Lean Software Development: An Implementation Guide

The follow up to Mary Poppendieck's Lean Software Development is available online as a review copy. The original book led to a lot of changes in the agile software community. I find myself giving the book to both developers and managers. In my opinion, it is still the must read book about the software development process. Plus, it is good to see ex-3M employees make a mark in the world. Each chapter is a seperate .pdf file... I like to print them out double sided and make one big binder.

Pity the Gelth

Pity the Gelth. I felt like a Gelth this morning, thanks to my nearly six-month old daughter, who woke up at 1:30 AM last night. And I thought she had settled on a schedule already. Silly me. BTW, this link has nothing to do with "The Unquiet Dead," the episode featuring the Gelth, but it is what you get if you Google "pity the gelth" and it is a fun Dr. Who acecdote of kids reviewing how scary the program is. The kids refer to the Gelth, though it's in a different episode.

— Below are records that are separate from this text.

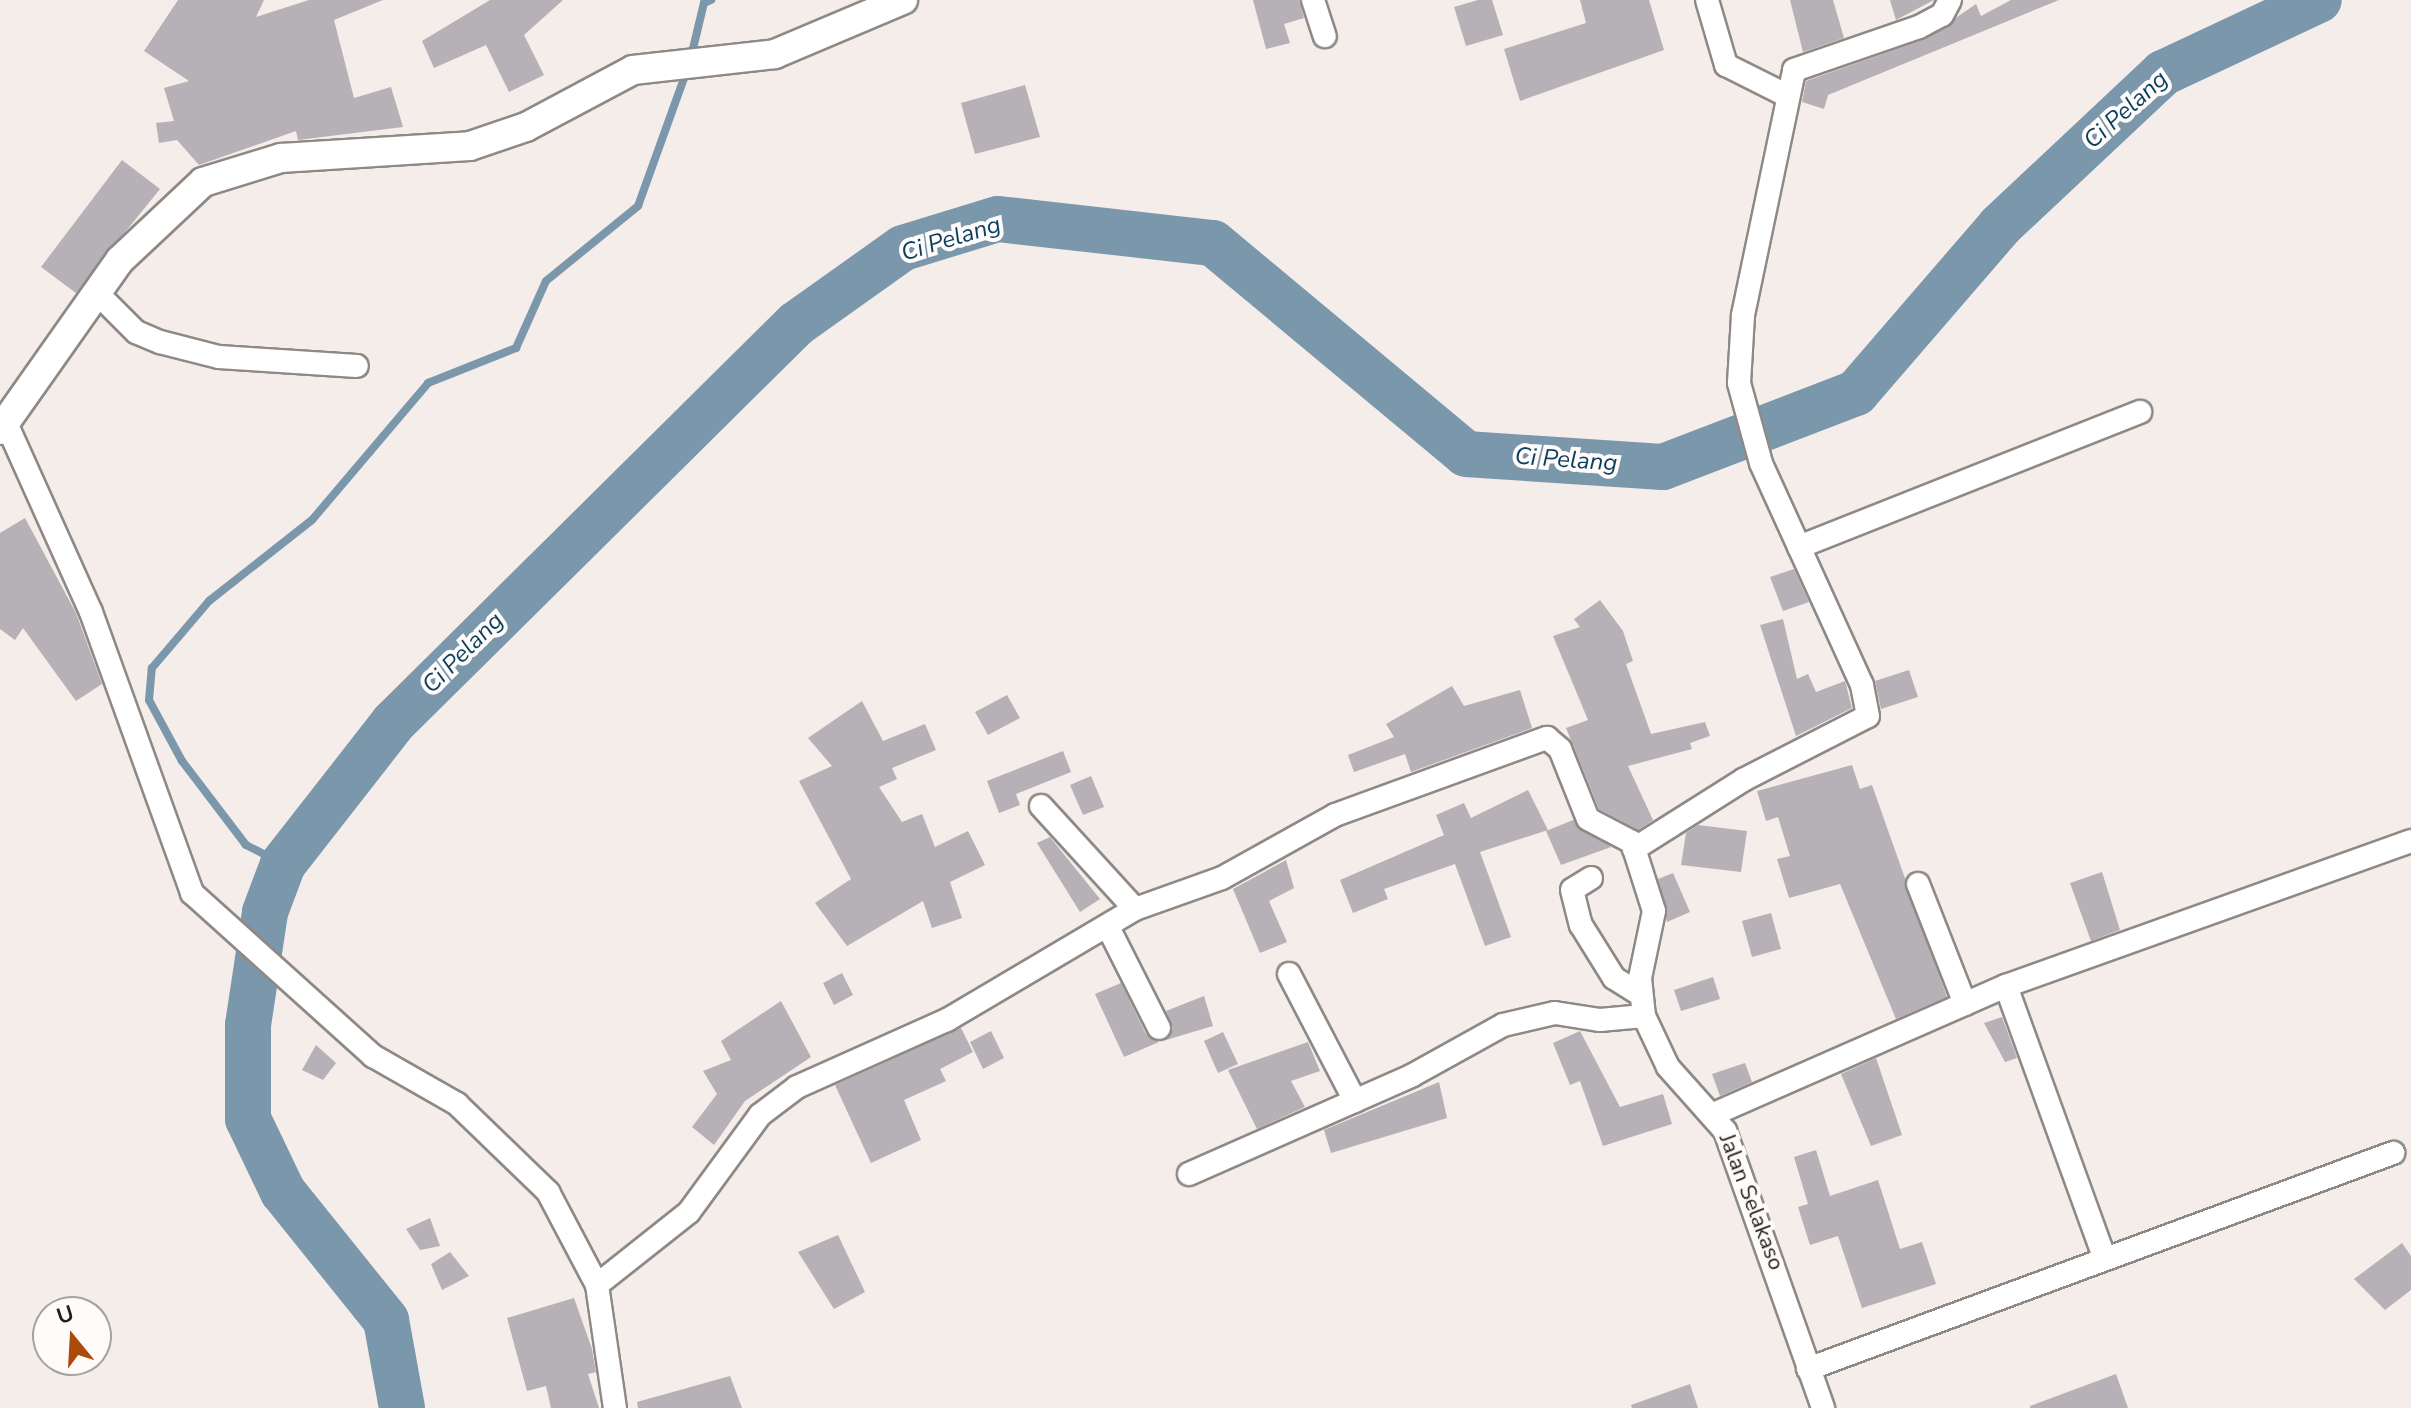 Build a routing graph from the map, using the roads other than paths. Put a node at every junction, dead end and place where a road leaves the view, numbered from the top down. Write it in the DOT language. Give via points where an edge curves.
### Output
graph roads {
  1 [pos="903,0"];
  2 [pos="1313,0"];
  3 [pos="1707,0"];
  4 [pos="1950,0"];
  5 [pos="1325,36"];
  6 [pos="1784,94"];
  7 [pos="99,295"];
  8 [pos="357,366"];
  9 [pos="2140,412"];
  10 [pos="3,426"];
  11 [pos="1799,547"];
  12 [pos="1041,806"];
  13 [pos="2411,841"];
  14 [pos="1634,849"];
  15 [pos="1591,878"];
  16 [pos="1918,884"];
  17 [pos="1135,909"];
  18 [pos="1108,927"];
  19 [pos="1289,974"];
  20 [pos="2006,986"];
  21 [pos="1965,1004"];
  22 [pos="1642,1005"];
  23 [pos="1159,1028"];
  24 [pos="1355,1101"];
  25 [pos="1714,1114"];
  26 [pos="2393,1153"];
  27 [pos="1189,1174"];
  28 [pos="2105,1259"];
  29 [pos="597,1285"];
  30 [pos="1808,1369"];
  31 [pos="615,1408"];
  32 [pos="1823,1408"];
  1 -- 7 [label="street" via="775,54 633,70 526,127 470,146 296,157 224,172 159,217"];
  2 -- 5 [label="street"];
  3 -- 6 [label="street" via="1726,65"];
  4 -- 6 [label="street" via="1942,15 1910,31 1805,61"];
  6 -- 11 [label="street" via="1738,365 1761,463"];
  7 -- 8 [label="street" via="136,332 160,342 219,357"];
  7 -- 10 [label="street"];
  9 -- 11 [label="street"];
  10 -- 29 [label="street" via="91,612 178,864 204,911 323,1006 373,1056 457,1104 517,1157 566,1219"];
  11 -- 14 [label="street" via="1862,685 1868,716 1743,780"];
  12 -- 17 [label="street"];
  13 -- 20 [label="street"];
  14 -- 17 [label="street" via="1628,837 1588,819 1560,749 1547,738 1360,804 1222,878"];
  14 -- 22 [label="street" via="1654,921"];
  15 -- 22 [label="street" via="1572,890 1581,925 1614,978"];
  16 -- 21 [label="street"];
  17 -- 18 [label="street"];
  18 -- 23 [label="street"];
  18 -- 29 [label="street" via="973,1007 797,1087 760,1115 689,1212"];
  19 -- 24 [label="street"];
  20 -- 21 [label="street"];
  20 -- 28 [label="street"];
  21 -- 25 [label="street"];
  22 -- 24 [label="street" via="1531,1016"];
  22 -- 25 [label="street, Jalan Selakaso" via="1668,1067"];
  24 -- 27 [label="street"];
  25 -- 30 [label="street, Jalan Selakaso" via="1760,1217"];
  26 -- 28 [label="street"];
  28 -- 30 [label="street"];
  29 -- 31 [label="street"];
  30 -- 32 [label="street, Jalan Selakaso"];
} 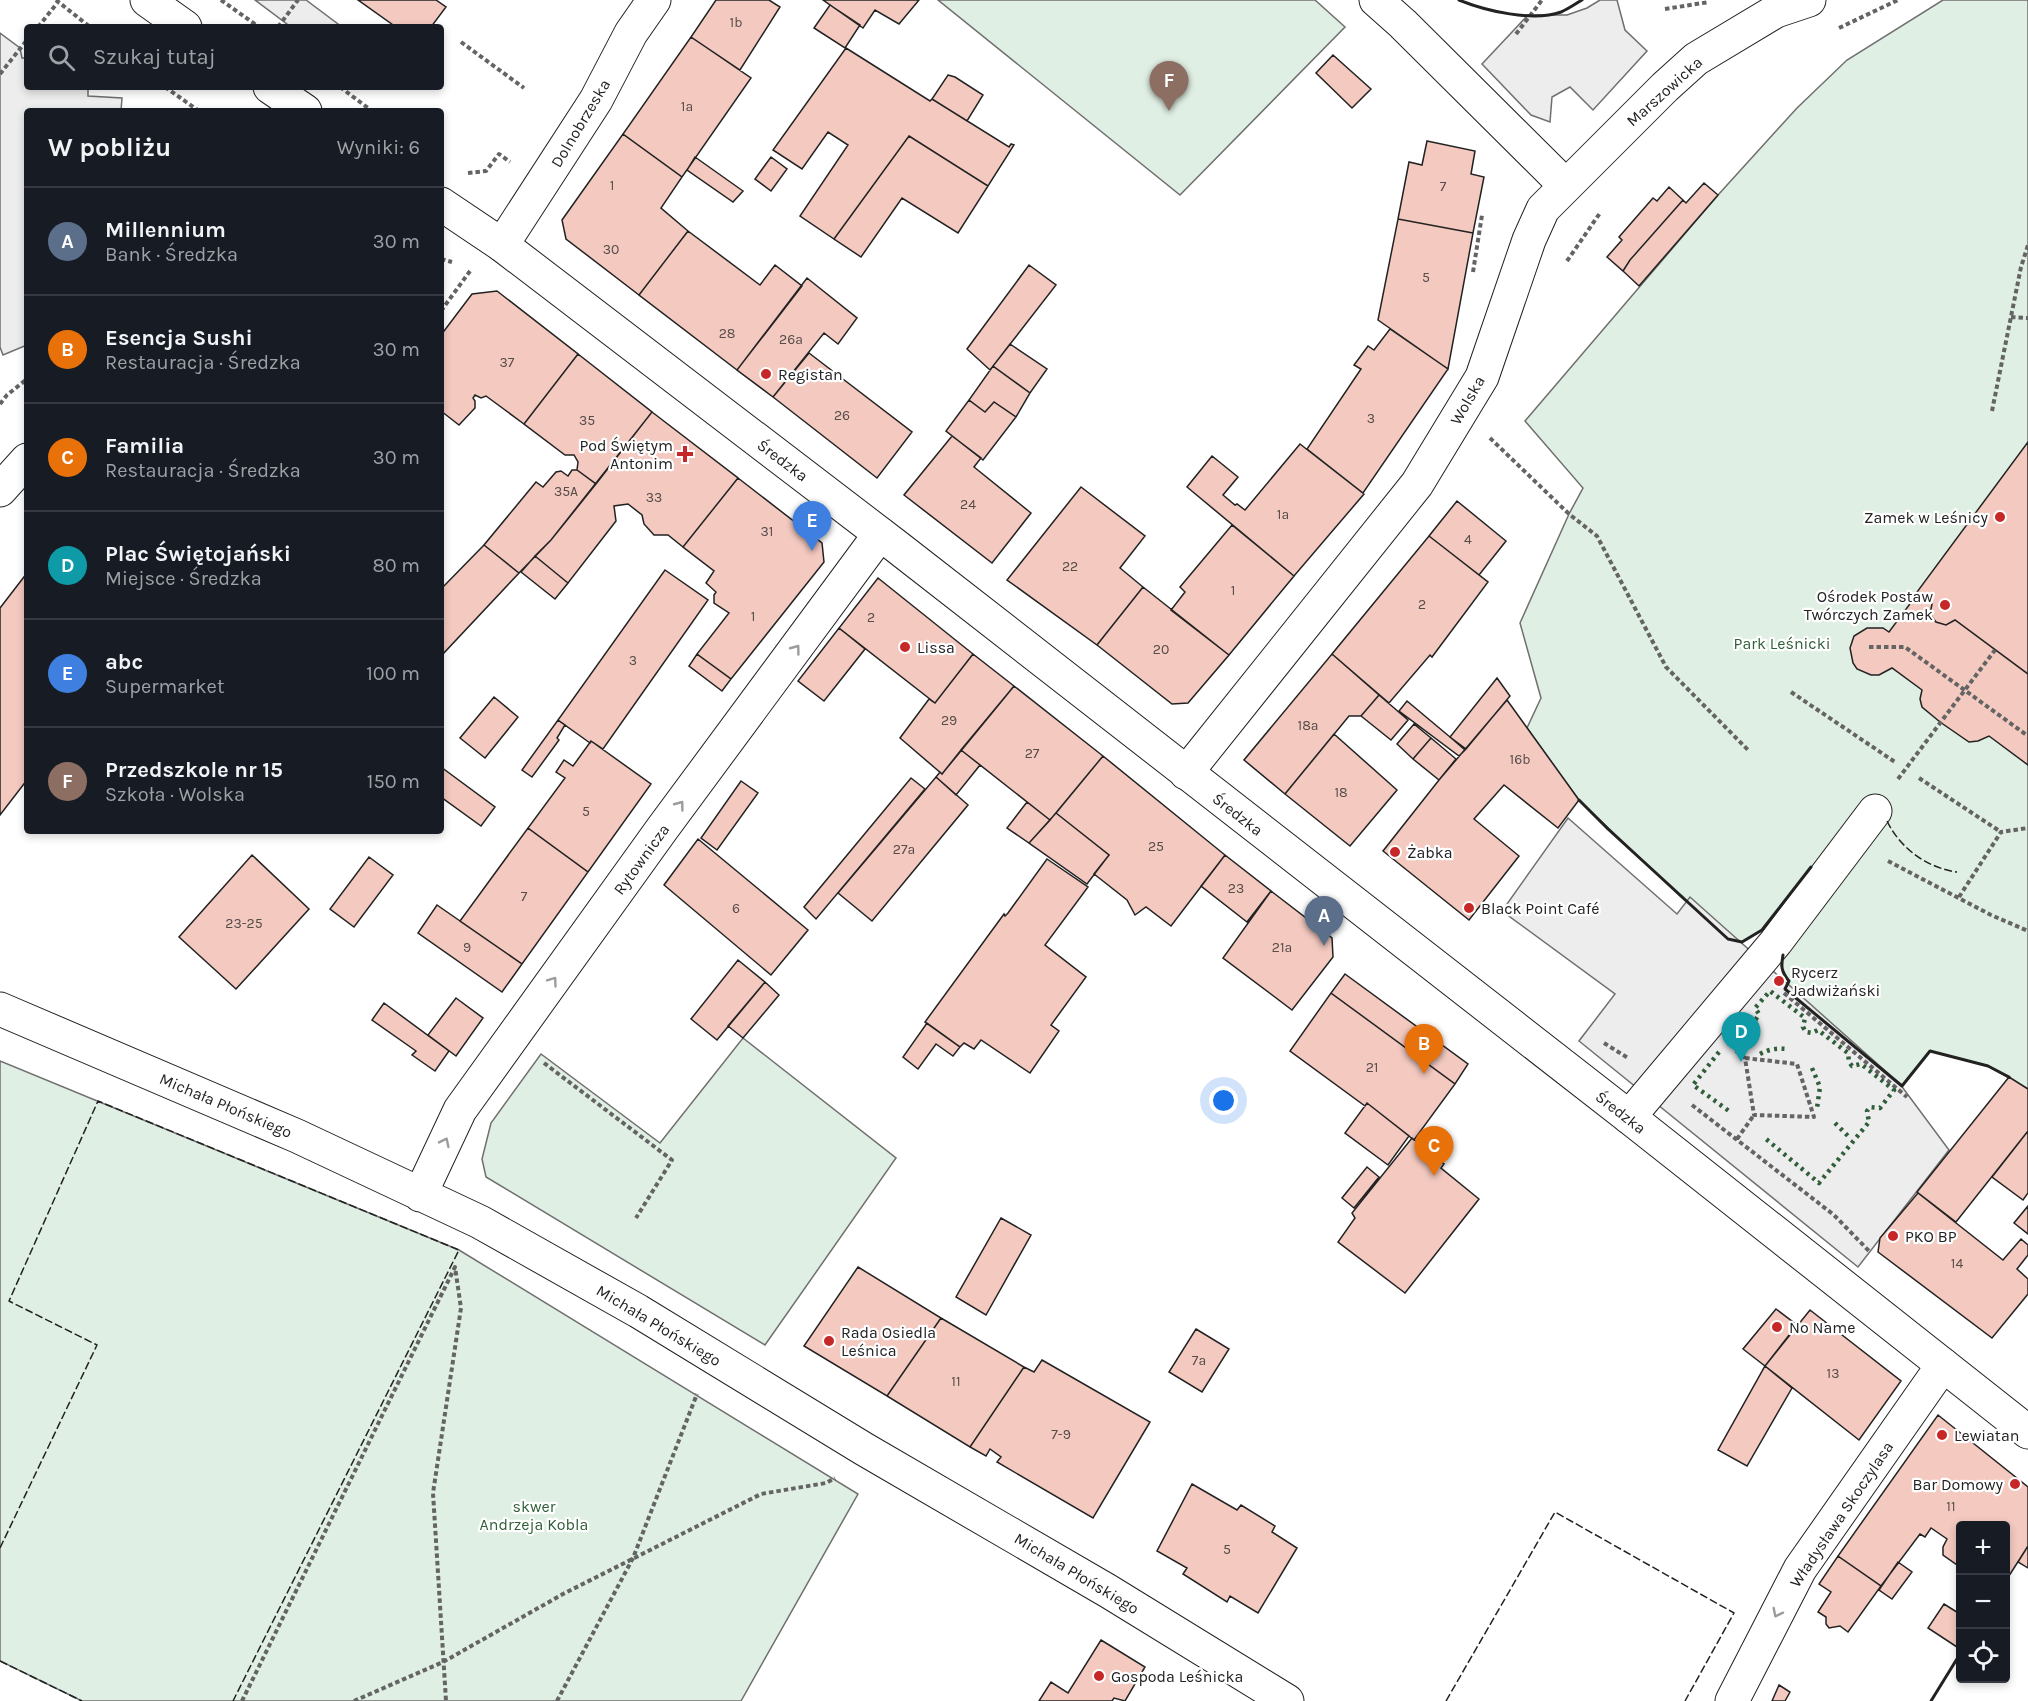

Free St. Patrick's Day Lecture

Sometimes popular myths about a famous figure—such as the legend that St. Patrick drove the snakes from Ireland—can obscure that person's real accomplishments. In honor of St. Patrick's Day, The Teaching Company is proud to present Professor William R. Cook in a lecture that provides historical context and background to the biography of this 4th-century Christian saint.

Beijing Acid Blog #49 : In some ways the Asian educational system may work better than the western system

I know it's lame to just link to what other blogs are saying, but sometimes the content is so compelling that I have to do it. I especially like how Frank points out that it's not the case that the western system is entirely bad and the Asian system is entirely good; rather, each are good at different stages of the game. I've always been interested in education as a subject - now that I have a daughter, it jumps to the top of my concerns. Let me also say while I'm here that the bloggers at Microsoft are producing some of the most nteresting stuff out there, and it's not at all about standing on a particular soapbox. MSFT employees are genuinely interested in all facets of work and life, and have interesting things to say.

On Intelligence

I just finished reading Jeff Hawkin's On Intelligence in about two days... which is fast for me. I read Kurzweil's The Age of Spiritual Machines a few years ago and I still think that is a better introduction to computer AI and the future, but this is definitely a good and thought-provoking book. Hawkins defines intelligence as the ability to predict the future based on analogy from the past and goes into depth on how the human brain does this. I feel it's a refinement of neural networks more than a rejection of them, but I'm no expert. I'm just a guy that like non-fiction.

Now *That's* Furniture!

One of my managers at the company I work for has told me we need a furniture solution for our software testing lab that gives us lots of space to place hardware, and increases the tech look of our lab. The AnthroBench fits the bill!

Open Source: Feeding My Ego

I'm too excited not to share this with pretty much everyone I know. I released the first version of the open source project I've been working on this Winter. It is a Java port of a time tracking tool that I use to track my time at work... plus I made some enhancements. Check it out . I'm proud yet ashamed of myself for spending all my nights and weekends coding.